# countertops-to tile or relaminate?



## mudpaw (Nov 29, 2007)

I have a 50's era very out of date kitchen (metal cabinets and all!) that I am attempting to update without a true heavy-duty remodel (I have a baby on the way, expected in mid-November, so our budget is VERY tight and my ability to help my husband with heavy work is pretty much non-existent). I am trying to find the most cost efficient way to redo my countertops. I can't decide (or if it is even possible) to put down new laminate over the old countertop (which is in very good shape, just ugly and stained/burned (a nasty "beige" that has turned quite yellow and appears to have a faux texture look (truly flat, just a printed image) or to tile over it. Is either possible without having to rip out the old countertop and start from scratch?


----------



## angus242 (May 1, 2008)

I'm not expert on laminate but I can tell you it would be a lot more work then you're asking about to tile: Tear out old stuff, multiple layers of plywood, CBU and then some kind of edge detail. 
Start researching laminate :thumbsup:


----------



## MinConst (Nov 23, 2004)

Not that this any recommendation but due to your circumstances you could tile over the laminate. Score it heavily and lay small 4x4 tiles. Put an oak edge on and your done. You will of course have to reset the sink on top of the tiles. It won't last more than a few years but maybe by then you can afford more.


----------



## Termite (Apr 13, 2008)

I tiled mine a few years ago and it really sucks as a kitchen work surface. I'd advise against tile. Laminate is cheap and easy, so I'd go that route if I had it to do over again.


----------



## oldehouse8879 (Jul 5, 2008)

most people don't like tile - the surface isn't smooth and all the grout gets stained and can't be cleaned etc. 
plus I don't know how well tile adhesive (thinset mortar) would even stick to a smooth laminate... like previous post said, it would probably only last a couple years and then yer tiles would start popping up/coming loose...

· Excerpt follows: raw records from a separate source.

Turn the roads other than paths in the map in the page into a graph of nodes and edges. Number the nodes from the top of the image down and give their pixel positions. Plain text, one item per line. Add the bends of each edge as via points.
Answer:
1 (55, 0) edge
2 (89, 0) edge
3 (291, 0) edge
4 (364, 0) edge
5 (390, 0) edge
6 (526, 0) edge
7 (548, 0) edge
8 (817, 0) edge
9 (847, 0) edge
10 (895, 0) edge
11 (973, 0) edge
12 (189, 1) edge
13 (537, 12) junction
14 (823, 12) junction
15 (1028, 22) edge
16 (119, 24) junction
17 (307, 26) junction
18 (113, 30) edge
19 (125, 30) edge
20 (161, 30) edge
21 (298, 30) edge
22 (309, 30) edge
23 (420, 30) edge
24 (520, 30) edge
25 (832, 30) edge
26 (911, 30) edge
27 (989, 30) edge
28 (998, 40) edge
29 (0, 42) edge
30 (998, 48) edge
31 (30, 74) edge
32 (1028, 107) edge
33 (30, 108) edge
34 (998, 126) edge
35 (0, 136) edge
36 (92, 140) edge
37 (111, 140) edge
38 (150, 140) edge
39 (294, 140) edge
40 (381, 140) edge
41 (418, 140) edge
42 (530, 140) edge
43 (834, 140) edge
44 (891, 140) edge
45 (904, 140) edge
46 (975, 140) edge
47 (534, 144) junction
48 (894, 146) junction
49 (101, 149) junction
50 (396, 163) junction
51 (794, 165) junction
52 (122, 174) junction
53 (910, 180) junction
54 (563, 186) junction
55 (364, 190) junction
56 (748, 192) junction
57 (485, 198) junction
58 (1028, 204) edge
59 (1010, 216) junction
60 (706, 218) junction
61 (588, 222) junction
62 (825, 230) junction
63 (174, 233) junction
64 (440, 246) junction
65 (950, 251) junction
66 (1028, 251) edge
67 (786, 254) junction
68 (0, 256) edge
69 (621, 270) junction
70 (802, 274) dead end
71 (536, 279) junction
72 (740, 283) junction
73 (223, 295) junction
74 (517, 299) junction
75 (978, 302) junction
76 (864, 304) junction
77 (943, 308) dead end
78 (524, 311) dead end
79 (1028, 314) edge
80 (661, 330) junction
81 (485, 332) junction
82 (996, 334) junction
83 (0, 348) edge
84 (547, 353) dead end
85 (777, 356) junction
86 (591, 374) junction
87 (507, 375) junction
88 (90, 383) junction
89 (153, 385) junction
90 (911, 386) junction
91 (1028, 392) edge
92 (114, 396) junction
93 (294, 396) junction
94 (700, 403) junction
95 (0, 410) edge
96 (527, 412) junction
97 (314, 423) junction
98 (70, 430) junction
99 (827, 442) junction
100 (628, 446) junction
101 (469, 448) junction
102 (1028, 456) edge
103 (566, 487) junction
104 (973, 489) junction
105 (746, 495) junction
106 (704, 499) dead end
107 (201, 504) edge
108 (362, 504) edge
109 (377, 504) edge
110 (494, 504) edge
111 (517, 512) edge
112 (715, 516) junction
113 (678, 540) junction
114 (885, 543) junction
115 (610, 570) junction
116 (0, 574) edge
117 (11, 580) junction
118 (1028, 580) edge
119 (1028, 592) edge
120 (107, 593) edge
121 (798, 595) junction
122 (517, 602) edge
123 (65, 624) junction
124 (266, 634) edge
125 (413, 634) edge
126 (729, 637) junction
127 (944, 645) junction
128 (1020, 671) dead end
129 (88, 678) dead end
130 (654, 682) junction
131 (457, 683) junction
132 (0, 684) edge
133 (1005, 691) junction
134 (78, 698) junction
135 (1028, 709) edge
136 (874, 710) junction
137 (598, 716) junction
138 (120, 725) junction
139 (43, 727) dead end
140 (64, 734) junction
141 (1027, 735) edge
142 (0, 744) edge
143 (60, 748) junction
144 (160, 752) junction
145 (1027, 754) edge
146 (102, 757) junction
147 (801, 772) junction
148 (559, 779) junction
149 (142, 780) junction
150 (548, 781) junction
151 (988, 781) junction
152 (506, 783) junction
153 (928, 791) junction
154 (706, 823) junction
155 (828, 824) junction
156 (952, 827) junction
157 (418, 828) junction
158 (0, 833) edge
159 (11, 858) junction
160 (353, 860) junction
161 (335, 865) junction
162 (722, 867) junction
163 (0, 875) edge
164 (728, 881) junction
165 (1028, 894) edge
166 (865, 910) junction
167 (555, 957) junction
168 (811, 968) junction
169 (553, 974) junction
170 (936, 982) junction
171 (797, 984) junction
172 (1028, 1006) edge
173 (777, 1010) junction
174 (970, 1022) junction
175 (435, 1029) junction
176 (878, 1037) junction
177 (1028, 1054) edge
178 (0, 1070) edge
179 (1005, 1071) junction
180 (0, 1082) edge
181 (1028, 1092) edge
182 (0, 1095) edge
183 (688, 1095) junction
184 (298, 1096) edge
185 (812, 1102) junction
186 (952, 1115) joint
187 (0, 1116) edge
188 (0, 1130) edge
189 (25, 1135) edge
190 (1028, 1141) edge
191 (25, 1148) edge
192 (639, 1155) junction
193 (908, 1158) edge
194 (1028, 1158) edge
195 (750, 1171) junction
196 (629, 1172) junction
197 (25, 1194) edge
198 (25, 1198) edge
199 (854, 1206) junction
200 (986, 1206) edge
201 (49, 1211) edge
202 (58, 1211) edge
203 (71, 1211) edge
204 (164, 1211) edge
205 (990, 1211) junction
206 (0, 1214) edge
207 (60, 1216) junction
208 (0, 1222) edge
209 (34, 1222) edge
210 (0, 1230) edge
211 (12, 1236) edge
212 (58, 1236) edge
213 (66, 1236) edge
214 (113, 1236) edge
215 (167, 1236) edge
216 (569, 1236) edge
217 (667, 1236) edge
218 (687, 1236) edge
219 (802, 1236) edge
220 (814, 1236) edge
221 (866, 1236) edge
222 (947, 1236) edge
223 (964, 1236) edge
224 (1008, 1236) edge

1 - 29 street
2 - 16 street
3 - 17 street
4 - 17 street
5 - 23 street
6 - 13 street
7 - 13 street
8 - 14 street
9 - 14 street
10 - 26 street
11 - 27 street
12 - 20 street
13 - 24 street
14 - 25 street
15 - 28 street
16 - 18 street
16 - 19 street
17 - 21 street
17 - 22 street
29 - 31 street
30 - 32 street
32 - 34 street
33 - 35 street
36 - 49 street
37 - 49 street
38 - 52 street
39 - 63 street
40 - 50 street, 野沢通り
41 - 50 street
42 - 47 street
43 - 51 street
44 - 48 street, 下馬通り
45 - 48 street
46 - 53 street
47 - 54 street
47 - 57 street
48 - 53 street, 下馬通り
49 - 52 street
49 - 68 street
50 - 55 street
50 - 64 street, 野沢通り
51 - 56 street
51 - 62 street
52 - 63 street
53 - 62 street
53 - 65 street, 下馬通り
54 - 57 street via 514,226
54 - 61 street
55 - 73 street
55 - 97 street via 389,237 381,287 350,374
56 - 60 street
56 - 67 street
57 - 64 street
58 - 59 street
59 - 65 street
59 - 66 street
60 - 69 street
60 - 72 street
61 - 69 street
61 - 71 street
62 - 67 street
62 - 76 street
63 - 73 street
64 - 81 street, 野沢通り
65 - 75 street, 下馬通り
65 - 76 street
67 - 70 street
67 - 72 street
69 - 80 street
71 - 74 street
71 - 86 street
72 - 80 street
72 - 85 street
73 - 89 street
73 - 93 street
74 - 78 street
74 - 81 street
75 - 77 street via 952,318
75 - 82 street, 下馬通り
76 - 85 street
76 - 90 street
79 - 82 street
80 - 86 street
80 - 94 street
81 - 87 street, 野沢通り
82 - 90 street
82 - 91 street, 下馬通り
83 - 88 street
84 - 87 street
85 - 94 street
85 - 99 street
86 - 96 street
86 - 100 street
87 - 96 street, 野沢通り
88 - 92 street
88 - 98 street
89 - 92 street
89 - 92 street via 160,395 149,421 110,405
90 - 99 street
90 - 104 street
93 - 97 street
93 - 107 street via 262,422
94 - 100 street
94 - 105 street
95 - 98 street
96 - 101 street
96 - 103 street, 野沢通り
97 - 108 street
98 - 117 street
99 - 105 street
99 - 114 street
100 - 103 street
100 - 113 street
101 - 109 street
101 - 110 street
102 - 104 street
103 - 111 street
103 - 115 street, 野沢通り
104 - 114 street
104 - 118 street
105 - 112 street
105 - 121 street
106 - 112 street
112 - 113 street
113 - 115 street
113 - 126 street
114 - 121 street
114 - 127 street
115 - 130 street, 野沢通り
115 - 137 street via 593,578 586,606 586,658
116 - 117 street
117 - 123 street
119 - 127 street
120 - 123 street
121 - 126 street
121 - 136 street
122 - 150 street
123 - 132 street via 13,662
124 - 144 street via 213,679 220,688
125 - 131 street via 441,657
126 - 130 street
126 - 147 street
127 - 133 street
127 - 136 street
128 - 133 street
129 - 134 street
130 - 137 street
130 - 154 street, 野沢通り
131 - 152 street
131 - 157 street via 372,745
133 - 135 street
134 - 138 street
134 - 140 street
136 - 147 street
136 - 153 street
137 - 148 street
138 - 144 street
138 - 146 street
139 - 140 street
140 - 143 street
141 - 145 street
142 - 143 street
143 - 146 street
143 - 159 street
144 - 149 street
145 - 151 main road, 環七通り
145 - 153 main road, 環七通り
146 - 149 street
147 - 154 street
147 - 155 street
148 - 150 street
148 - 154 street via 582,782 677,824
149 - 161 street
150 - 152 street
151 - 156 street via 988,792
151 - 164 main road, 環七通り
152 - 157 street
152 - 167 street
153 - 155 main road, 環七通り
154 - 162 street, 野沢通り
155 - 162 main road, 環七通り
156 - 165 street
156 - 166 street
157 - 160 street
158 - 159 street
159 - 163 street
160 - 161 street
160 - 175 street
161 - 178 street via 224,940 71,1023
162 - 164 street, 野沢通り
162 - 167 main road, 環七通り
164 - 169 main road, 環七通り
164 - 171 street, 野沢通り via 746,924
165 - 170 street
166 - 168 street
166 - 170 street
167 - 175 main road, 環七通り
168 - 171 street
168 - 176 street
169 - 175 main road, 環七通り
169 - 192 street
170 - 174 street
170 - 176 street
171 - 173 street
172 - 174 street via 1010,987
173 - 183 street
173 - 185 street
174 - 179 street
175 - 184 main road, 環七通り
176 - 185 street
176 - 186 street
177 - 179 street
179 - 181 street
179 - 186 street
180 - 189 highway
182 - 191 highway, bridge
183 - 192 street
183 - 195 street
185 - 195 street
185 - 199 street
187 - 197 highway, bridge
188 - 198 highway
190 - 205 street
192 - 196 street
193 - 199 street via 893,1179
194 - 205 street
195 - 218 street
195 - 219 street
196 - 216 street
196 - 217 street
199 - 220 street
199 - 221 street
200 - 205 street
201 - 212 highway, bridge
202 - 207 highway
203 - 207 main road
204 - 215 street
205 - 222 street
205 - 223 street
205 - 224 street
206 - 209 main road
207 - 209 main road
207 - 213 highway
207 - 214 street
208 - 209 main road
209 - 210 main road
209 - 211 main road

you *might* be able to glue another layer of laminate over the existing as long as existing is smooth (no bubbled-up spots) and there aren't rounded edges or rounded backspash... but again it may not last too long...

depending on your countertop layout you can buy premade sections at a home supply center for cheap and it's not that hard to pop off the old counter tops and glue down the new ones... again depending on your layout...
but you also may need to cut out the hole for the sink.


----------



## AtlanticWBConst. (May 12, 2006)

There are many very nice laminates on the market today. Wilson Art is one of the largest laminate suppliers in the industry. They have several higher-end-look lines. Here is a link to Wilson Art: http://www.countertop.com/
Here is a link to their HD (High Definition line): http://samples.wilsonart.com/t-hd_laminates.aspx

To give you an idea of what a newer laminate can look like, here are some pictures. The first shows a countertop at a luxury apt. complex's clubhouse kitchen. The original material was soapstone. It was worn, damaged, faded, & cracked, and only 5 years old.
The property management opted to go with a laminate. We supplied them with various laminate samples, from which they chose the laminate pictured (A Wilson Art HD laminate).

Before (Worn out soap stone):









After (High-End-look laminate):









There are different configuration that can be incorporated into laminate countertops, such as a continuous backsplash, rounded-bullnose edge, countoured edge, etc, etc.

Before:









After - Wilson Art HD laminate:


----------



## mudpaw (Nov 29, 2007)

wow! that is pretty nice  Thank you so much for the images too!


----------



## Nestor_Kelebay (Jun 17, 2008)

Unfortunately, to laminate your old top, you're going to need quite a few tools, including a router or laminate trimmer, and at least one file.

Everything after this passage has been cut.